Records drawn from a dataset:
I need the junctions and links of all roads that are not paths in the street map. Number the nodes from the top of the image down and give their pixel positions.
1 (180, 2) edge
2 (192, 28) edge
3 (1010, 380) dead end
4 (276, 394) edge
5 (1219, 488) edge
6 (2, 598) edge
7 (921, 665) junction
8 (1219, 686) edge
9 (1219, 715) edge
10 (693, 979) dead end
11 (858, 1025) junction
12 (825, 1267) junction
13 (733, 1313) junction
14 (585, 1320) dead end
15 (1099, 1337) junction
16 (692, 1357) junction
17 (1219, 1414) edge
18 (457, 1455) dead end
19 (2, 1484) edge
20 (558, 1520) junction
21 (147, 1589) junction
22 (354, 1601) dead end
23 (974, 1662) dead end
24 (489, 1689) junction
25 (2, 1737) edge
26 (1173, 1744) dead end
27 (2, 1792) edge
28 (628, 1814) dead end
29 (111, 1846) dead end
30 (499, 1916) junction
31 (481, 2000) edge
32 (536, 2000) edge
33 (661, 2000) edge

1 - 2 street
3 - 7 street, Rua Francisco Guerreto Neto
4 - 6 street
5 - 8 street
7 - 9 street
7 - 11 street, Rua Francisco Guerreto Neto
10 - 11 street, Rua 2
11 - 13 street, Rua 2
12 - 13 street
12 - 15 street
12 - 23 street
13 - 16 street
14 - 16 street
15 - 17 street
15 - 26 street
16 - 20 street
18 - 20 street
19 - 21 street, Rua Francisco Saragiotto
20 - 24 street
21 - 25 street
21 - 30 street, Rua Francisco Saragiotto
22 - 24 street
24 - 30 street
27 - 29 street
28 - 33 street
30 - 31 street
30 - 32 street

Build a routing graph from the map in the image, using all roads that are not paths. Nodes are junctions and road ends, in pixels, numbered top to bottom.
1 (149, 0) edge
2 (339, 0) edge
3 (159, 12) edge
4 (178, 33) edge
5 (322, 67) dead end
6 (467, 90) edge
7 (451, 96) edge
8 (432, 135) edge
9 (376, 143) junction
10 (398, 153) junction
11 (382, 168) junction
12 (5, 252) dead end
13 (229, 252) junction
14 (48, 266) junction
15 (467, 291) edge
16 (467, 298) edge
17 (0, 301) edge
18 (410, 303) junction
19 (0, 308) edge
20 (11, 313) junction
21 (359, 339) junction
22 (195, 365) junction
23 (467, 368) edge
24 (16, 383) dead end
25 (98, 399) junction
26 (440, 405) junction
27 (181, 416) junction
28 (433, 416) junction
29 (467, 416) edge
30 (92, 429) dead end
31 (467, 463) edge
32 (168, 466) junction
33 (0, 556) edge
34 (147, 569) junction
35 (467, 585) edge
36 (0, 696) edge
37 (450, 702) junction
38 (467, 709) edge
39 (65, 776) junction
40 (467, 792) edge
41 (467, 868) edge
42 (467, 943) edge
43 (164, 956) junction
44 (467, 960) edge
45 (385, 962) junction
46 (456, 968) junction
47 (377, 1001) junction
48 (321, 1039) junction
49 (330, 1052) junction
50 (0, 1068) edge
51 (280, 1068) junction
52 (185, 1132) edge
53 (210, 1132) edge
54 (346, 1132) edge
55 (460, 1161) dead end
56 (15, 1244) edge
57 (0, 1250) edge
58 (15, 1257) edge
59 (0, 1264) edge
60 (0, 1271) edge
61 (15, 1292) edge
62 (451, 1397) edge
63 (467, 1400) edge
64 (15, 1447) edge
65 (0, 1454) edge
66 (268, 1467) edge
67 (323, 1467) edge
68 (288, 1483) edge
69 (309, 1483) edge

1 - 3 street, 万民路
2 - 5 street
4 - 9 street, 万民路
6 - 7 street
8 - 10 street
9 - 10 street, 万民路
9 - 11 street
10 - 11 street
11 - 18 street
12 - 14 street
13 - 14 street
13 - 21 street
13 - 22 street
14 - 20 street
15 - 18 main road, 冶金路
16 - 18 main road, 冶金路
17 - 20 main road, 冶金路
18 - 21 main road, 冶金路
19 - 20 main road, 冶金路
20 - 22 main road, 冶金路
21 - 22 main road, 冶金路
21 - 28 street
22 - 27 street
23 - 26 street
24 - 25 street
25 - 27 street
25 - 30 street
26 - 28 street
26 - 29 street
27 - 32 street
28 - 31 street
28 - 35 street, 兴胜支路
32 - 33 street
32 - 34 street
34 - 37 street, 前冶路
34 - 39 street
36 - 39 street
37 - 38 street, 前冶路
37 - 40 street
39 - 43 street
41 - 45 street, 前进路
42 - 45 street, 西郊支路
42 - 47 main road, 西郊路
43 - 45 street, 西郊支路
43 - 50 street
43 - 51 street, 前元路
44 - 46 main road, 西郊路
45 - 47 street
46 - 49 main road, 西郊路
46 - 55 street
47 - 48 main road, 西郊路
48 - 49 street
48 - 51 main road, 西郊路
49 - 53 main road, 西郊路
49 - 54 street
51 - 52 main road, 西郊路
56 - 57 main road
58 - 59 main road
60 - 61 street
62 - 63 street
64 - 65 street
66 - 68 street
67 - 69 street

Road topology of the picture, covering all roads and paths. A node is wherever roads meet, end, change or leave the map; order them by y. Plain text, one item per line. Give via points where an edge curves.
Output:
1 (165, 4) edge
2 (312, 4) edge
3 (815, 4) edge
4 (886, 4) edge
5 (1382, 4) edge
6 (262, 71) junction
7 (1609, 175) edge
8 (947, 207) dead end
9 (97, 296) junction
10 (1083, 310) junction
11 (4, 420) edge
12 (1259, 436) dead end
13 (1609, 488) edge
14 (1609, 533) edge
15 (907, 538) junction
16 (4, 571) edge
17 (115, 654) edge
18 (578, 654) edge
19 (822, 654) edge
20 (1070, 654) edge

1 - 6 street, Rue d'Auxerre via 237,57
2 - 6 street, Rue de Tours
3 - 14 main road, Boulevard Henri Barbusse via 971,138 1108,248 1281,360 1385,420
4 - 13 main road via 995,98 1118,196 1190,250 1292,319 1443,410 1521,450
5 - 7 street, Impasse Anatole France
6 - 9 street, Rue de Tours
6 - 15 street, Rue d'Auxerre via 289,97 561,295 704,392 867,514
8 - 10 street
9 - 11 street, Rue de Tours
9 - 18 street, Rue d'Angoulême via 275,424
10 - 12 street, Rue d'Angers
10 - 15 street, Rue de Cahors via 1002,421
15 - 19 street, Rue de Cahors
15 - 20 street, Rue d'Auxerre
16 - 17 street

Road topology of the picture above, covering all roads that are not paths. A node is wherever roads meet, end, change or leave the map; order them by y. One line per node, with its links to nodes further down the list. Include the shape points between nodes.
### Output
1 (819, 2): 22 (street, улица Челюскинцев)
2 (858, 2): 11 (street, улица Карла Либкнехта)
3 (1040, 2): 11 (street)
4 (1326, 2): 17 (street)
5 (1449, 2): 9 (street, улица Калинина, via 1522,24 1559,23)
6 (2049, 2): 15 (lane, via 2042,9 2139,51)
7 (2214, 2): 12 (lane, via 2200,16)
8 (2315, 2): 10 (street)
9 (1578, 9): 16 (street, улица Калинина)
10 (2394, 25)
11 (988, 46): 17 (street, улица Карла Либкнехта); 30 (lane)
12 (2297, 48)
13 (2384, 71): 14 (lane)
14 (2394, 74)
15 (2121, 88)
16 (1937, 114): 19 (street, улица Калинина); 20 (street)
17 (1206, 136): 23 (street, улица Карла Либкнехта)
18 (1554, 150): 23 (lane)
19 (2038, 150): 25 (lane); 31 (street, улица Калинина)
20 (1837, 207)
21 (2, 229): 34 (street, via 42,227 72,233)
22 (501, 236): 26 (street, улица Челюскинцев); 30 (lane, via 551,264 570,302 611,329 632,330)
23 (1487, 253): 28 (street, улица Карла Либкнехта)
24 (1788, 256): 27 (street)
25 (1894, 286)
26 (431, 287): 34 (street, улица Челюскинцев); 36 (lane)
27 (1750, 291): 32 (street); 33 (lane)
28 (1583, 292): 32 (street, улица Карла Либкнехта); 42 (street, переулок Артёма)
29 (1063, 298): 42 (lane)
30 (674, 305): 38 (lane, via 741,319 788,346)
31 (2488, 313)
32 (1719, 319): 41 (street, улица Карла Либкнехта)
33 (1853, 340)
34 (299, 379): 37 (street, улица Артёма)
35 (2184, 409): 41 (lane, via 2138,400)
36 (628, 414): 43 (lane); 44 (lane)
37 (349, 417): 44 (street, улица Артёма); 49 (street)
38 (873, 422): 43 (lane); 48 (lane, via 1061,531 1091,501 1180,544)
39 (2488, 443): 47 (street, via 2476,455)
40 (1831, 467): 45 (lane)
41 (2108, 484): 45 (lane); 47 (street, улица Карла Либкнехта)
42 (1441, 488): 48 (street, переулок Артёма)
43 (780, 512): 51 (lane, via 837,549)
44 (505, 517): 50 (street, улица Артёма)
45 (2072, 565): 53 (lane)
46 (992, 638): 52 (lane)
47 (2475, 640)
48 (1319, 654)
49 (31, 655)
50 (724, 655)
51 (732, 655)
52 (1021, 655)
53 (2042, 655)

Task statement. Write the number of lines in the data above that contain "Tours", adding no other words.

Your solution. 3